▶ **Input for this task**:
++++++++++

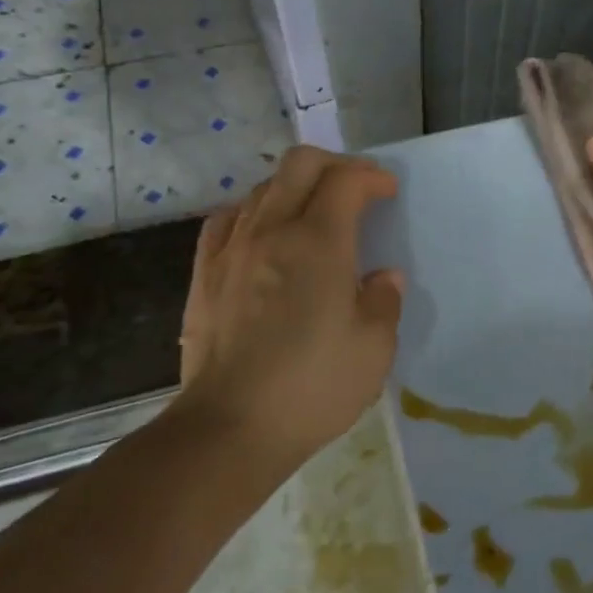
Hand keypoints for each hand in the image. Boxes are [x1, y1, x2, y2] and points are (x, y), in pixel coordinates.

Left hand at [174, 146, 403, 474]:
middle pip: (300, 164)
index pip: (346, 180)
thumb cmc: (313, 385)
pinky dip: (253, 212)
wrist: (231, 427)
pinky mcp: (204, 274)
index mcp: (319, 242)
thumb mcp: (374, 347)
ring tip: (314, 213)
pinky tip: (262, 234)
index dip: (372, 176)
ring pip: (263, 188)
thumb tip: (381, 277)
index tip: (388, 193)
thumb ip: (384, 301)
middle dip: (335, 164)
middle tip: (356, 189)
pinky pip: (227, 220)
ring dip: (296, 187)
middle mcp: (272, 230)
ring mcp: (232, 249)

++++++++++

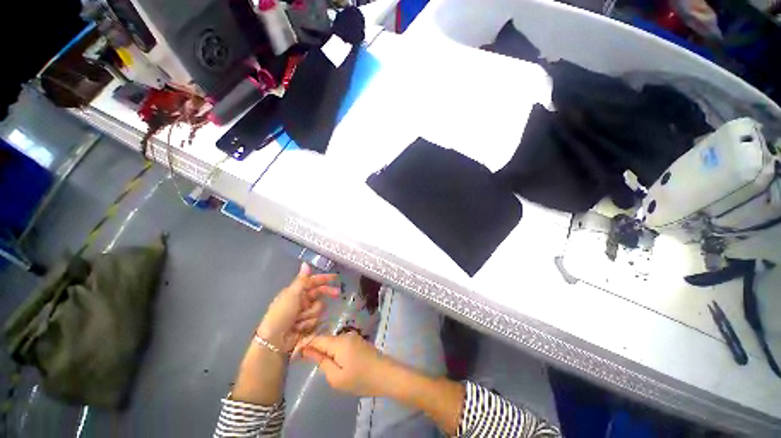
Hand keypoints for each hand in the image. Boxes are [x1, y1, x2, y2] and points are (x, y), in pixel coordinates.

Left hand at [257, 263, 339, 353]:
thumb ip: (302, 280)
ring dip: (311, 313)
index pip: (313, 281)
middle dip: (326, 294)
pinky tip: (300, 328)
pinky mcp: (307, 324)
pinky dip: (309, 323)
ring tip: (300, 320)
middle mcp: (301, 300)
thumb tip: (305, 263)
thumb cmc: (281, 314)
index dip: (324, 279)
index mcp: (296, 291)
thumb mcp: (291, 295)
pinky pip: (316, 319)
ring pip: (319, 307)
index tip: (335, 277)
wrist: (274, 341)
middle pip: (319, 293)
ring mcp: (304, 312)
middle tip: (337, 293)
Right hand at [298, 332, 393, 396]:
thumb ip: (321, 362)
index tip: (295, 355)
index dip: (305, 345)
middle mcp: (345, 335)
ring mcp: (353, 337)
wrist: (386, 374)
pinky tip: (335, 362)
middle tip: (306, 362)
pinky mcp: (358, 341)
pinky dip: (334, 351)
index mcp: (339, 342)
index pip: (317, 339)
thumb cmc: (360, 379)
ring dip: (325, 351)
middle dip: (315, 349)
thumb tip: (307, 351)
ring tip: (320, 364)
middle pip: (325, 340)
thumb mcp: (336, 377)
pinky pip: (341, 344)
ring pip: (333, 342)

++++++++++

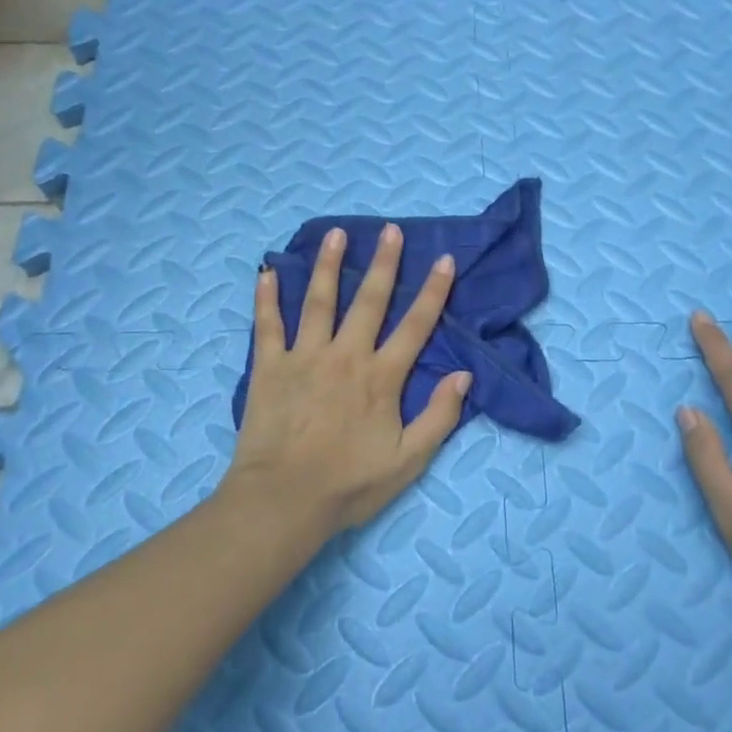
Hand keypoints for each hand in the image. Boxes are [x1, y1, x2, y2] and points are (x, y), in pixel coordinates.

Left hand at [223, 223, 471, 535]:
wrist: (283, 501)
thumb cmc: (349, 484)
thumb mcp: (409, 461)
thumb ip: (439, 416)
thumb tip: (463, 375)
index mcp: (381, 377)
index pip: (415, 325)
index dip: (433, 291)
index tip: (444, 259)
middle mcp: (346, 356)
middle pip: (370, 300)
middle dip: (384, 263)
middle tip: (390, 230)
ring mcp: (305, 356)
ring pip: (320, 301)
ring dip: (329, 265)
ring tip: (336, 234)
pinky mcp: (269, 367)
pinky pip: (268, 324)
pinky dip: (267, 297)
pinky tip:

++++++++++

▶ **Work request**:
Within the material above, extract exactly the lines that start at the line containing "wrist: (274, 341)" and stop after the line containing "pinky dip: (334, 351)", and only those.

▶ **Written response**:
wrist: (274, 341)
middle pip: (319, 293)
ring mcp: (304, 312)
middle tip: (337, 293)
Right hand at [298, 332, 393, 396]:
thumb ip: (321, 362)
index tip: (295, 355)
index dip: (305, 345)
middle mcp: (345, 335)
ring mcp: (353, 337)
wrist: (386, 374)
pinky tip: (335, 362)
middle tip: (306, 362)
pinky mcp: (358, 341)
pinky dip: (334, 351)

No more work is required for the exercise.